Citizens must hold government to account for its actions in Eastleigh

What you need to know:

  • If, as the government and the security services suggest, there might be answers to the terrorism conundrum within the community, they will not be volunteered.
  • Many people understood the attempt to parody the emergent xenophobia and discrimination being meted on Somalis in Nairobi’s Eastleigh.

Over the past eight years, I have had the singular privilege of writing a satirical column for the Saturday Nation. It is a special place that relies on the journalistic tenets of accuracy, truth, independence and promotion of freedom of expression while employing literary devices such as parody and mimicry, lampoon, hyperbole, irony and sarcasm to speak truth to power.

Some of the time, the satire works; on other occasions, the intention does not succeed. Still, the multiple readings of these columns by people with disparate experiences and from variant backgrounds do generate debate and a re-examination of current affairs beyond the didactic and pedantic.

Last week, the Saturday Nation’s ‘Turning screws on Somalis will force them reveal terror attacks’ was written in similar vein.

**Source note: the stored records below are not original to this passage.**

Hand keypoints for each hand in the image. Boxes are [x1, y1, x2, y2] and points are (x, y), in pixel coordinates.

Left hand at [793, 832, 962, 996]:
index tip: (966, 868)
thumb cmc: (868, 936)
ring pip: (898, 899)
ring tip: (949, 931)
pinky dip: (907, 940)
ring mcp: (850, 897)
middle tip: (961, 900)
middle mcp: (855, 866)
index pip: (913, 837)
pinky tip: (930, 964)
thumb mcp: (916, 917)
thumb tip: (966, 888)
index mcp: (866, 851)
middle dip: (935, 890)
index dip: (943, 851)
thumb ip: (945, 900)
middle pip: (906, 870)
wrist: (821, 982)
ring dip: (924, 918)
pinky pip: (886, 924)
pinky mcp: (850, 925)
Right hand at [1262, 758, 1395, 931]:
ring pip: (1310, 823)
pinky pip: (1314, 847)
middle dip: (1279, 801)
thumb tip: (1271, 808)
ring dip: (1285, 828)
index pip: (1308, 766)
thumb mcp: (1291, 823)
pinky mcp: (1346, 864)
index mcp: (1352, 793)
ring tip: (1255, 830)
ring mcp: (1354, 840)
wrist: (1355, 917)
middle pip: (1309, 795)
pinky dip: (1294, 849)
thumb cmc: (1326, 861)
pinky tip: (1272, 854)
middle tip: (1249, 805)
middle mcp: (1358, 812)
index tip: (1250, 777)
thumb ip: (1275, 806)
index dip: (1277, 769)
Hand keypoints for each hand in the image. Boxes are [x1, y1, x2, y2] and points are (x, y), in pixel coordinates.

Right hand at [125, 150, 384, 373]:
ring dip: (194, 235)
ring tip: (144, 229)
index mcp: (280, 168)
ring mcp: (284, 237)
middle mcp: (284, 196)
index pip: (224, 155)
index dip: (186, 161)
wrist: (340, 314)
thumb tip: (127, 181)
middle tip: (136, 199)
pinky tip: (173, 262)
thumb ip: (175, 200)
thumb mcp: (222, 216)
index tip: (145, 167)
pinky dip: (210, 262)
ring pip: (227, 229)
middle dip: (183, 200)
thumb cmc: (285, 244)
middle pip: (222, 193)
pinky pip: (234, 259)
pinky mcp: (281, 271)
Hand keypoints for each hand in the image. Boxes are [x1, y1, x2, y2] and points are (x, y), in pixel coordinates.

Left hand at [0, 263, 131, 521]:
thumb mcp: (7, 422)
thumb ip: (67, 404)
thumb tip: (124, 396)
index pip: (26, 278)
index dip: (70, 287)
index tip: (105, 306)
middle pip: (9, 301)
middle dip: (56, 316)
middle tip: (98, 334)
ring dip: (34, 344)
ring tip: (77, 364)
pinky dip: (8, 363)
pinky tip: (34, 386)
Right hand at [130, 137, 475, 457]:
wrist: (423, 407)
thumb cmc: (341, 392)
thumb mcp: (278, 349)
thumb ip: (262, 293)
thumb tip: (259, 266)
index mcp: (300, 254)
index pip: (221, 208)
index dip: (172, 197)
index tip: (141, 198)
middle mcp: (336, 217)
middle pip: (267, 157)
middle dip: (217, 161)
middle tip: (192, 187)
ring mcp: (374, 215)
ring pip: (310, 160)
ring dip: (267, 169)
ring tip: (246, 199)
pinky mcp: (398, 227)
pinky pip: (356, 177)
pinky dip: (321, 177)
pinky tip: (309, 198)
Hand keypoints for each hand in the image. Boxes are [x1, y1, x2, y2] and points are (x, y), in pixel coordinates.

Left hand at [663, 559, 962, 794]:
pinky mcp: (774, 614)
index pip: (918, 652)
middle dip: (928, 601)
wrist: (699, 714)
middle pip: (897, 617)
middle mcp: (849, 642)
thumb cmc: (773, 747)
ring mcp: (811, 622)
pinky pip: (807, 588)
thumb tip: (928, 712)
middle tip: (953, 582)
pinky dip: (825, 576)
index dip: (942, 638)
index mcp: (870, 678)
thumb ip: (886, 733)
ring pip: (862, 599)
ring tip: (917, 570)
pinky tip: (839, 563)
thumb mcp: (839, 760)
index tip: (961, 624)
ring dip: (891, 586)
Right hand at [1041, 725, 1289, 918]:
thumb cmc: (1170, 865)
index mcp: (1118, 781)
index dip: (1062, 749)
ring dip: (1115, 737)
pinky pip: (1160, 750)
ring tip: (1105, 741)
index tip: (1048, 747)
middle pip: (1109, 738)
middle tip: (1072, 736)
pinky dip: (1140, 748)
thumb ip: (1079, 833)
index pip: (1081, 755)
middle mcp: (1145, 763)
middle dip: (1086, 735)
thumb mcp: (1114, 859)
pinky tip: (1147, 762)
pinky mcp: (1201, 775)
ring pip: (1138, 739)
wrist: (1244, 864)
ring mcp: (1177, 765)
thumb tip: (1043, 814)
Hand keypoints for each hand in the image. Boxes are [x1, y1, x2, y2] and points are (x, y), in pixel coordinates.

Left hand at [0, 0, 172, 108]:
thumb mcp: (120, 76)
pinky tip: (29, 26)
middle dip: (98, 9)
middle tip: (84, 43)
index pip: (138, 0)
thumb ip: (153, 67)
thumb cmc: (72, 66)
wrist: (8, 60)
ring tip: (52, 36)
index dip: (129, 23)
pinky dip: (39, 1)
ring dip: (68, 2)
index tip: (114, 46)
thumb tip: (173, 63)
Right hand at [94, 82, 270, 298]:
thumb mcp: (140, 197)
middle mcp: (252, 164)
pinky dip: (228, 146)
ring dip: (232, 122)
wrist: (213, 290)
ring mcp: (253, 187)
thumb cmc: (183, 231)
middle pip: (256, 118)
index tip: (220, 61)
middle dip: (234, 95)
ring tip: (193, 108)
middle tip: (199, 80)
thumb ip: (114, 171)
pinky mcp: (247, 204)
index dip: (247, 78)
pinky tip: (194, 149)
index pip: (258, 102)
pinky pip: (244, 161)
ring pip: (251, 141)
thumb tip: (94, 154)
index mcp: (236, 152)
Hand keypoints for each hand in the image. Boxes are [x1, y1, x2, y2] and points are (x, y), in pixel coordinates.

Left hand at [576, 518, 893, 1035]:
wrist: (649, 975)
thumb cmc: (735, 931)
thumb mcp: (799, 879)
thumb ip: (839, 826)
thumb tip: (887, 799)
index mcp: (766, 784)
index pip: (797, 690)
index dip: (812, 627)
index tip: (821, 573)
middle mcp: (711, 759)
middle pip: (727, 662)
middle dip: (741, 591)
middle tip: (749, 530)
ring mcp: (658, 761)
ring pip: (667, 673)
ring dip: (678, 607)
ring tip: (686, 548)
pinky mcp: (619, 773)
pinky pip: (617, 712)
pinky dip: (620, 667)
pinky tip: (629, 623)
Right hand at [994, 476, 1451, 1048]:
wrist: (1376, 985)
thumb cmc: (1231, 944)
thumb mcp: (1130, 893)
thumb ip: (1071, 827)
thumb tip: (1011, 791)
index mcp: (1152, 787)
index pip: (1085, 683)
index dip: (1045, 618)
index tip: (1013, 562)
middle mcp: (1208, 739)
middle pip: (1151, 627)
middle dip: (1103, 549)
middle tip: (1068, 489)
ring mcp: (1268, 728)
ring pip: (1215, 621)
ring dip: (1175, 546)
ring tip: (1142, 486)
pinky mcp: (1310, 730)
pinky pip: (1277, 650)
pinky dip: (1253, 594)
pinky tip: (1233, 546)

Many people understood the attempt to parody the emergent xenophobia and discrimination being meted on Somalis in Nairobi’s Eastleigh.

A significant number at home and abroad were offended that the inane sentiments that have come to characterize national discourse on the security operation in Eastleigh was seemingly receiving endorsement from a national newspaper. Nothing could be further from my true intention.

All week, security forces have moved into Eastleigh to question the citizenship of those who live and work there. Many people have been arrested, detained and ill-treated under the pretext of hunting down terror suspects. Terror is a serious challenge facing Kenya and the world, but it is unlikely that mass arrests, ethnic profiling, extortion of bribes and deportations will yield intelligence on past, present or future activities.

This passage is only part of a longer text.